Mesmo hoje, entre nós e em termos comerciais, no sector das pedras ornamentais, ainda se classificam como mármores as rochas que permitem o corte e o polimento

Para falarmos de mármore temos, primeiro, de falar de calcário. Isto porque, na generalidade e em traços muito gerais, o mármore não é mais do que calcário transformado (metamorfizado) por efeito de aquecimento e compressão sofridos no interior de uma cadeia de montanhas em formação.

Para o geólogo, mármore é uma rocha resultante do metamorfismo de um calcário. Para o construtor civil é uma das muitas rochas ornamentais existentes no mercado.

- E o que é e como se forma o calcário? – Pergunta quem não sabe…

A imensa maioria dos calcários, como os que temos aqui no Cretácico de Lisboa e Pero Pinheiro (o conhecido lioz), e no Jurássico das Serras d’Aire e Candeeiros, Arrábida e do Barrocal algarvio, é gerado em mares muito pouco profundos das latitudes intertropicais, de águas límpidas e mornas, como por exemplo os das Caraíbas do Golfo Pérsico e da Grande Barreira de Coral, no nordeste australiano (Queensland). Estes mares são propícios à formação de corais e de uma grande variedade de invertebrados (bivalves, gastrópodes, ouriços e estrelas do mar, crustáceos, briozoários, foraminíferos e outros) construtores de esqueletos de natureza calcária, e se certas algas, ditas coralígenas, igualmente construtoras de esqueletos de natureza calcária.

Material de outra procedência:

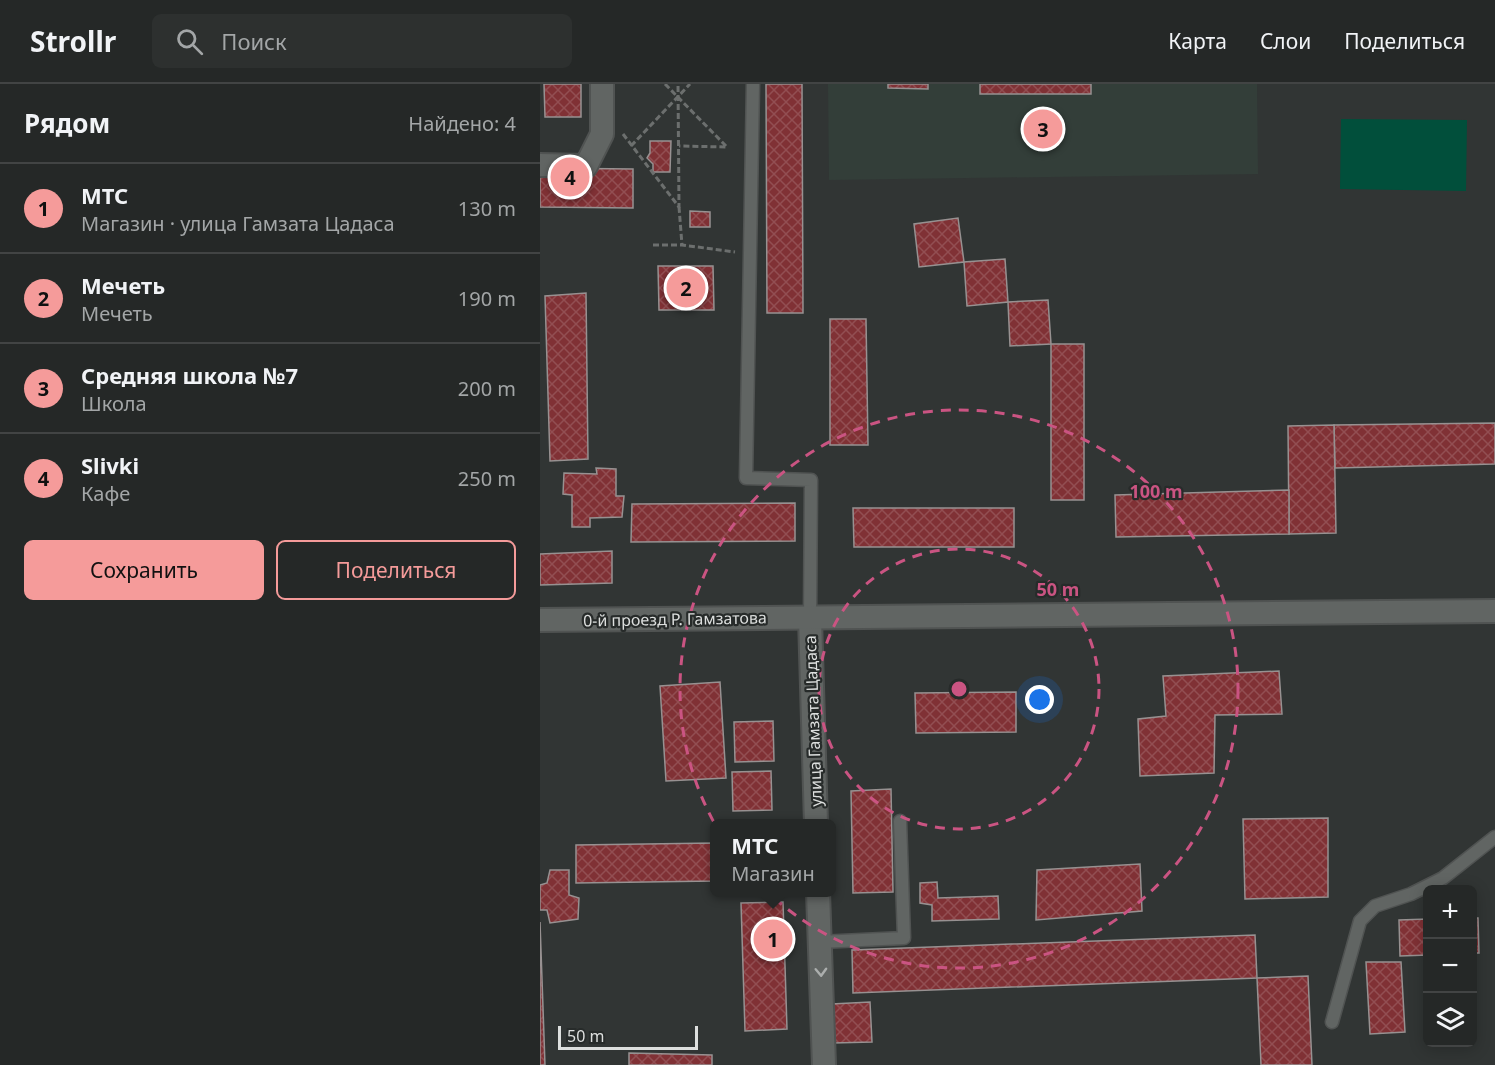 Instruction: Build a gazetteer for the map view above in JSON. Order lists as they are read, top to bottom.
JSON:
{
  "streets": {
    "street": ["0-й проезд Р. Гамзатова", "улица Гамзата Цадаса"]
  },
  "crossings": [
    ["0-й проезд Р. Гамзатова", "улица Гамзата Цадаса"]
  ],
  "scale_bar": "50 m",
  "page": {
    "header": "Strollr",
    "search": "Поиск",
    "nav": ["Карта", "Слои", "Поделиться"],
    "heading": ["Рядом", "Найдено: 4"],
    "pins": [
      "3",
      "4",
      "2",
      "1"
    ],
    "list": [
      {
        "mark": "1",
        "name": "МТС",
        "note": "Магазин · улица Гамзата Цадаса",
        "value": "130 m"
      },
      {
        "mark": "2",
        "name": "Мечеть",
        "note": "Мечеть",
        "value": "190 m"
      },
      {
        "mark": "3",
        "name": "Средняя школа №7",
        "note": "Школа",
        "value": "200 m"
      },
      {
        "mark": "4",
        "name": "Slivki",
        "note": "Кафе",
        "value": "250 m"
      }
    ],
    "buttons": ["Сохранить", "Поделиться"],
    "popup": ["МТС", "Магазин"],
    "map_buttons": ["+", "−"],
    "scale": "50 m"
  },
  "rings": ["100 m", "50 m"]
} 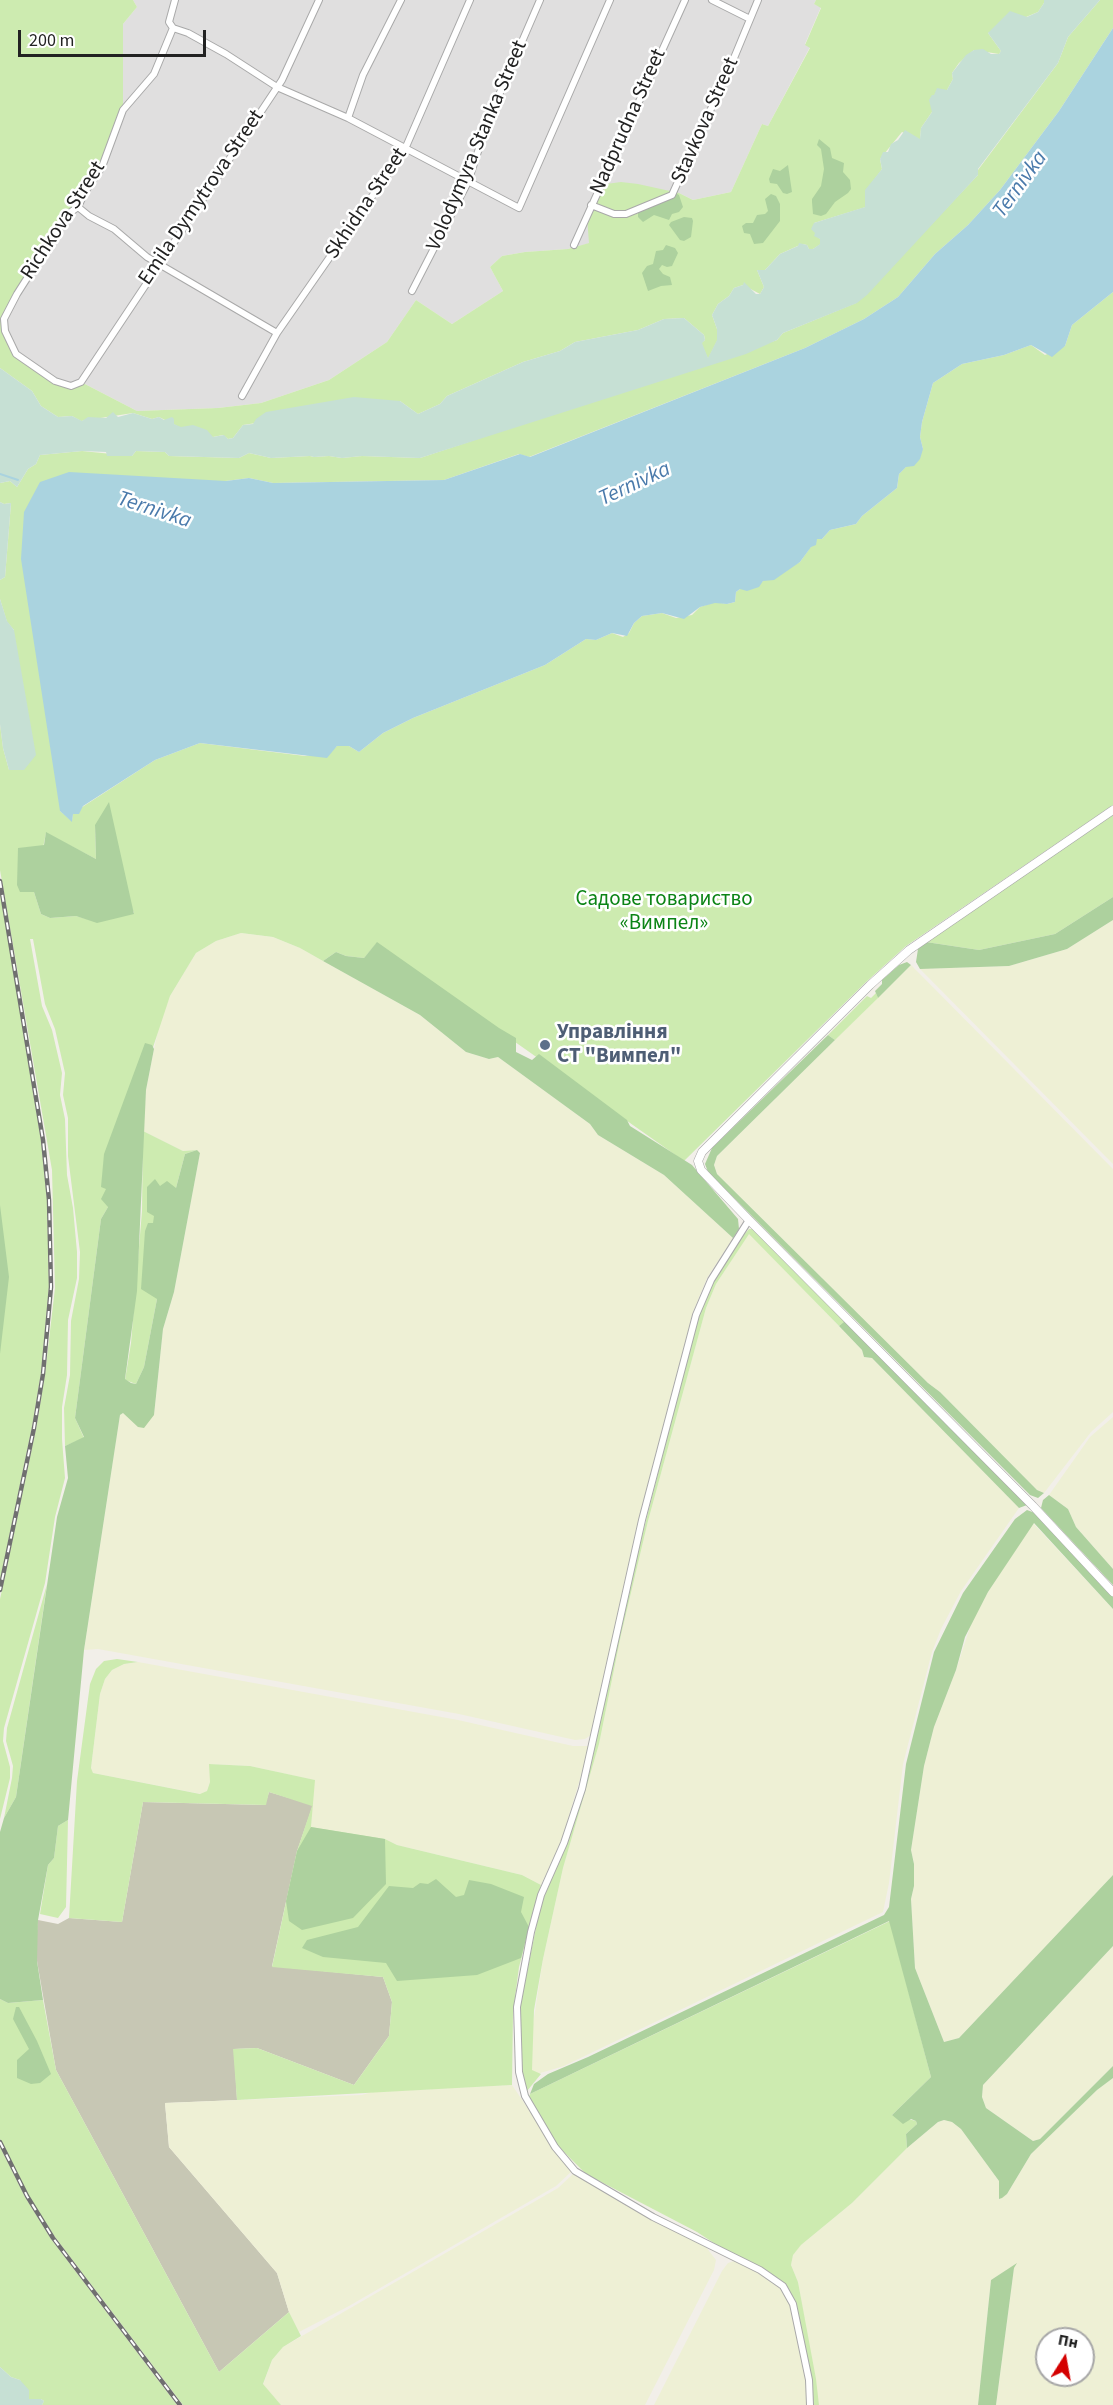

Na grande maioria dos casos, é a acumulação dos restos esqueléticos (inteiros, fragmentados e/ou pulverizados) destes organismos, todos eles formados por carbonato de cálcio (aragonite e/ou calcite) que, depois de intensamente compactados e consolidados, dá origem ao calcário.

Foi assim no passado e é o que está a acontecer nos dias de hoje nos citados mares quentes da Terra?

Um parêntesis para dizer que aragonite e calcite são duas formas (ou dois minerais) diferente de carbonato de cálcio, sendo que a segunda é mais estável, razão pela qual, com o passar do tempo, a aragonite se transforma em calcite, o mineral essencial do calcário, dito calcítico, e do mármore que, igualmente, podemos dizer calcítico. Isto porque também há mármores dolomíticos.

Para falarmos do mármore alentejano (grande riqueza nacional no sector da Indústria extractiva), temos de recuar a um oceano antigo, que aqui existiu há mais de três centenas de milhões de anos, e admitir que houve, neste local do território, mas a uma latitude mais baixa (como a dos actuais mares tropicais), um mar litoral propício à proliferação de organismos, bem diferentes dos actuais, mas todos eles construtores de esqueletos de natureza calcária.

Foi durante a formação da grande cadeia de montanhas (orogenia varisca ou hercínica de há 380 a 280 milhões de anos, no final da era paleozóica) que, entre outras rochas, deu origem aos xistos, grauvaques, quartzitos e granitos que formam a ossatura da Península Ibérica, que nasceu este mármore, por transformação do dito calcário.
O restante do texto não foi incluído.